Despite the improbability, and the medical examiner’s official finding that Sommer died of natural causes, San Diego County District Attorney Bonnie Dumanis mounted an unsuccessful murder prosecution of Sommer’s wife, Cynthia. The death was in 2002, but one aspect of the case remains.
A $20 million federal lawsuit filed by Cynthia Sommer says that Dumanis’ office should have known better, and that the prosecution amounted to misconduct and a violation of the woman’s civil rights.
Prosecutors proceeded because they believed that Sommer stood to gain from a $250,000 life insurance policy. They said that her behavior following his death — she got a breast augmentation, partied and slept with other men — bolstered their argument. Dumanis says her office acted appropriately, that it dropped the prosecution once reasonable doubt was raised.
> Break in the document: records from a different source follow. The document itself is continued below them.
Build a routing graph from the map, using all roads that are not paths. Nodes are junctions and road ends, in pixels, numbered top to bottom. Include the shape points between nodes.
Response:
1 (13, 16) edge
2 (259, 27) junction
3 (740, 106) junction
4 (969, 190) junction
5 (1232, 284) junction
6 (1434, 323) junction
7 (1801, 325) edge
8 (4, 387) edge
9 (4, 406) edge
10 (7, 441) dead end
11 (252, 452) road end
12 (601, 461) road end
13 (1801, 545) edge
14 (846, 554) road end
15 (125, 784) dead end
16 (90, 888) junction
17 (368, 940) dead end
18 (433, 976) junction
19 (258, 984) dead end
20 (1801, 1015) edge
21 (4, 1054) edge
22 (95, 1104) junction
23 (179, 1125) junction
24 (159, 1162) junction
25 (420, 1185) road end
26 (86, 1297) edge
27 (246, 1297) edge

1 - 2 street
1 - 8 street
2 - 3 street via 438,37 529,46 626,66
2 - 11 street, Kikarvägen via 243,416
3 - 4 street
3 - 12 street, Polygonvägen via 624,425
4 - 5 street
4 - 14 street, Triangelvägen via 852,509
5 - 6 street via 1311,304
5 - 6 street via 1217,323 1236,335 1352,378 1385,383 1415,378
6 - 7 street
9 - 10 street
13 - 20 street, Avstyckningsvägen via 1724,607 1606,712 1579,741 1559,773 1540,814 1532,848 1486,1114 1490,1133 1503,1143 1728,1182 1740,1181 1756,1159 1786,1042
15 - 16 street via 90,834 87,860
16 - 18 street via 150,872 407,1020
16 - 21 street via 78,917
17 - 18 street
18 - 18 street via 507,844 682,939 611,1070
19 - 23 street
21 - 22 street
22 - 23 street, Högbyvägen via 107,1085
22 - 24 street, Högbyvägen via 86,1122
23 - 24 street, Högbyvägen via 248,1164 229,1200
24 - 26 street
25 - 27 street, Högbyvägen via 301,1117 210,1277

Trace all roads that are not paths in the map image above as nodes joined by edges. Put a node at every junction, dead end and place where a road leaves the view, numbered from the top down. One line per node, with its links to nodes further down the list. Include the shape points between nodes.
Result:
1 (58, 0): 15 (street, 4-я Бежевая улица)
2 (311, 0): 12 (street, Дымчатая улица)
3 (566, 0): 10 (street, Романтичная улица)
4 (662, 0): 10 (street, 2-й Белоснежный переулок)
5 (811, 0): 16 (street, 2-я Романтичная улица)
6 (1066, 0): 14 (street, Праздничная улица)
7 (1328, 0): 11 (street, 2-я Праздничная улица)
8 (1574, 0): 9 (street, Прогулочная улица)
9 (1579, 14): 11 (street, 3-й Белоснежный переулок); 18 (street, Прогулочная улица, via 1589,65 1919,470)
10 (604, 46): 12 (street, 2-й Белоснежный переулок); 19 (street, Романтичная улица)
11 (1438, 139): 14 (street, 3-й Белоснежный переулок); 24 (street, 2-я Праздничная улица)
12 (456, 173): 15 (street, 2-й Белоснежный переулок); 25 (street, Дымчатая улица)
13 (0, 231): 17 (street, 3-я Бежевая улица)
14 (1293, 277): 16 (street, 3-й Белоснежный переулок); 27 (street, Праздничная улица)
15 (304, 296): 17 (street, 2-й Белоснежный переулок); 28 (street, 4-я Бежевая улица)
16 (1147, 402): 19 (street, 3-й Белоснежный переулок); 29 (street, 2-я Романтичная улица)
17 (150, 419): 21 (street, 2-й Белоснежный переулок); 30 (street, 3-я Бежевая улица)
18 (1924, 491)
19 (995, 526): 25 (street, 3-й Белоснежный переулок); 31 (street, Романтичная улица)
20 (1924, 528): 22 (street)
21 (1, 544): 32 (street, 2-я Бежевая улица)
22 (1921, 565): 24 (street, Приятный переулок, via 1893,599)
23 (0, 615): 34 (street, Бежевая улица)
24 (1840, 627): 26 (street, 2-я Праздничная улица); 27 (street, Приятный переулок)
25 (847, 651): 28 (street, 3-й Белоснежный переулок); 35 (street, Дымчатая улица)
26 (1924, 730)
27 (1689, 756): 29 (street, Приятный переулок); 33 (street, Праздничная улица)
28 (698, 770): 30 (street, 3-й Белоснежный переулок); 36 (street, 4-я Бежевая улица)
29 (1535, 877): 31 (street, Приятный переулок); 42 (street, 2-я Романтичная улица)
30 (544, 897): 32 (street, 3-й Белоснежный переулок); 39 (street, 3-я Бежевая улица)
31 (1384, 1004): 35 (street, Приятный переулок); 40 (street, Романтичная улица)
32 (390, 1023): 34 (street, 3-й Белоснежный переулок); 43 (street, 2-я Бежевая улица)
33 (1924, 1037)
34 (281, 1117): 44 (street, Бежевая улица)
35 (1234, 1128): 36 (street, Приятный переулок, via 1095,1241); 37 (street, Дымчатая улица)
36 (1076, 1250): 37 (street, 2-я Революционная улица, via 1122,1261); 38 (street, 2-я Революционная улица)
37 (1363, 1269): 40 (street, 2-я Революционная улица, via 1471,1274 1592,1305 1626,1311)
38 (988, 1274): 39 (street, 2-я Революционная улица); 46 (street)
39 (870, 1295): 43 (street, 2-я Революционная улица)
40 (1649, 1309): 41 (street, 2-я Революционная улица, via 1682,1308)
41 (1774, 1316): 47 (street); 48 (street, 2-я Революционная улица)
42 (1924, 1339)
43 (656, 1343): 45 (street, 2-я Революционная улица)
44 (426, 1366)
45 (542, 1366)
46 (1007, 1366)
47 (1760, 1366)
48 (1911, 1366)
The Sommer lawsuit, filed in September 2009, has proceeded. The suit originally named Naval Criminal Investigative Services officials and scientists with a federal laboratory that made the arsenic finding. A judge has dropped them from the suit, leaving Dumanis, County Medical Examiner Glenn Wagner and the federal government as defendants. Also remaining as a defendant is Deputy District Attorney Laura Gunn, who once told the media, “This is the coldest homicide I’ve had, in terms of being absolutely coldblooded.” Dumanis and Gunn lost a bid to dismiss the complaint against them in May 2010.
Dumanis, who is running for mayor of San Diego, could be in a federal courtroom as early as March for conferences and pretrial hearings in the case. A settlement conference and a pretrial conference are tentatively scheduled for March 14 and April 23, respectively. The election is June 5....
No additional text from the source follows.